Of the 779 records identified, we included 57 studies, comprising 95,190 TB cases and 3,532,359 migrants across 12 MENA countries. TB incidence was consistently higher in migrants than non-migrants (26.7–69.8/100,000 vs. 11.5–16.8/100,000). Migrants had lower TB-related mortality (pooled OR 0.8, 95 % CI 0.7–0.9; I2 = 2.9 %), however, treatment success rates were consistently below the WHO-recommended 90 % threshold. Migrant TB patients were younger (mean age difference: 12.8 years; 95 % CI 8.8–16.0; I2 = 86.5 %) and predominantly male (sex ratio: 1:5). Drug-resistant TB was more common among migrants, though this was not always statistically significant (multi-drug-resistant TB: pooled OR 1.2; 95 % CI 0.9–1.6; I2 = 40.2 %), while extrapulmonary TB was more prevalent among non-migrants (33.4–83.4 % vs. 16.6–72.9 %).

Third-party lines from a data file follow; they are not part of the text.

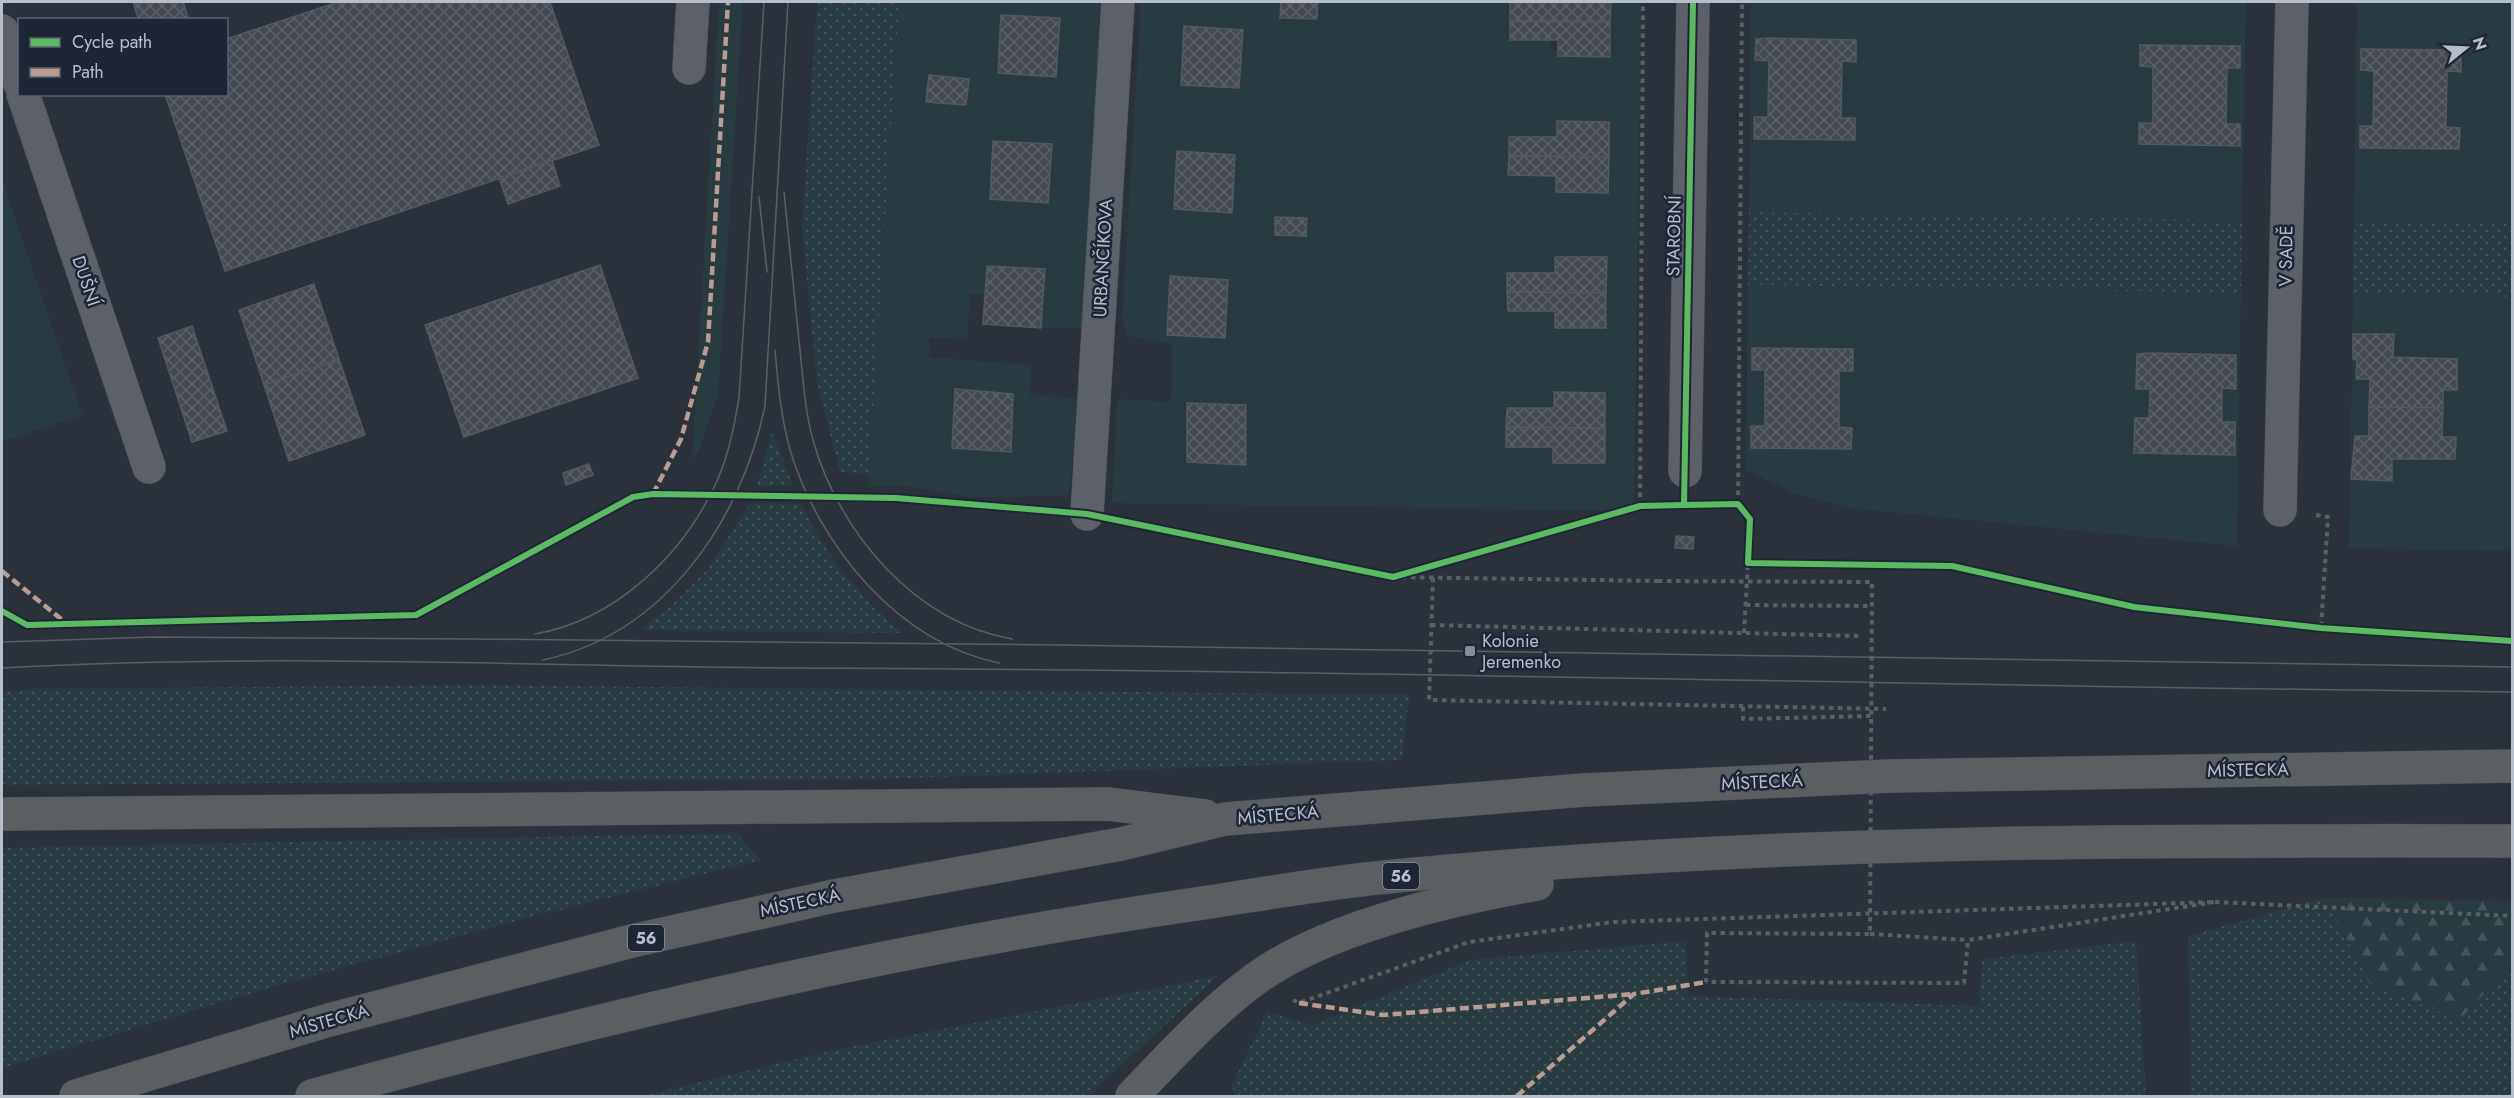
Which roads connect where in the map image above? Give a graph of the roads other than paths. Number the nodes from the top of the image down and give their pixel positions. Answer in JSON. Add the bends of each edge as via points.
{"nodes":[{"id":1,"x":693,"y":2,"type":"edge"},
{"id":2,"x":1118,"y":2,"type":"edge"},
{"id":3,"x":1693,"y":2,"type":"edge"},
{"id":4,"x":2292,"y":2,"type":"edge"},
{"id":5,"x":2,"y":31,"type":"edge"},
{"id":6,"x":689,"y":68,"type":"dead end"},
{"id":7,"x":18,"y":78,"type":"edge"},
{"id":8,"x":24,"y":96,"type":"edge"},
{"id":9,"x":149,"y":467,"type":"dead end"},
{"id":10,"x":1684,"y":471,"type":"dead end"},
{"id":11,"x":2280,"y":510,"type":"dead end"},
{"id":12,"x":1087,"y":514,"type":"dead end"},
{"id":13,"x":2512,"y":766,"type":"edge"},
{"id":14,"x":2,"y":814,"type":"edge"},
{"id":15,"x":1225,"y":819,"type":"junction"},
{"id":16,"x":2512,"y":841,"type":"edge"},
{"id":17,"x":1718,"y":852,"type":"junction"},
{"id":18,"x":76,"y":1096,"type":"edge"},
{"id":19,"x":312,"y":1096,"type":"edge"},
{"id":20,"x":1132,"y":1096,"type":"edge"}],
"edges":[{"from":1,"to":6,"type":"street"},
{"from":2,"to":12,"type":"street","name":"URBANČÍKOVA"},
{"from":3,"to":10,"type":"street","name":"STAROBNÍ"},
{"from":4,"to":11,"type":"street","name":"V SADĚ"},
{"from":5,"to":7,"type":"street"},
{"from":8,"to":9,"type":"street","name":"DUŠNÍ"},
{"from":13,"to":15,"type":"highway","name":"MÍSTECKÁ","number":"56","via":[[1890,776],[1584,790]]},
{"from":14,"to":15,"type":"highway","via":[[1108,804]]},
{"from":15,"to":18,"type":"highway","name":"MÍSTECKÁ","number":"56","via":[[1121,844],[834,896],[632,941],[329,1020]]},
{"from":16,"to":17,"type":"highway","number":"56","via":[[1986,844]]},
{"from":17,"to":19,"type":"highway","number":"56","via":[[1392,876],[1094,919],[942,946],[656,1008]]},
{"from":17,"to":20,"type":"highway","via":[[1473,895],[1320,944],[1255,979]]}]}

Migrants in MENA region experience disproportionate TB burden and poorer treatment outcomes, underscoring the need for targeted interventions. Enhanced data, especially from North Africa, is essential to support regional TB elimination aligned with World Health Organization and Sustainable Development Goals.
•TB incidence and drug resistance are higher among migrants in MENA than non-migrants.•Migrant TB patients are younger, have lower mortality rates, but poorer treatment success.•Data on TB among North African migrants is critically scarce.•Migrant-focused strategies and better data are urgently needed to meet WHO's End TB targets.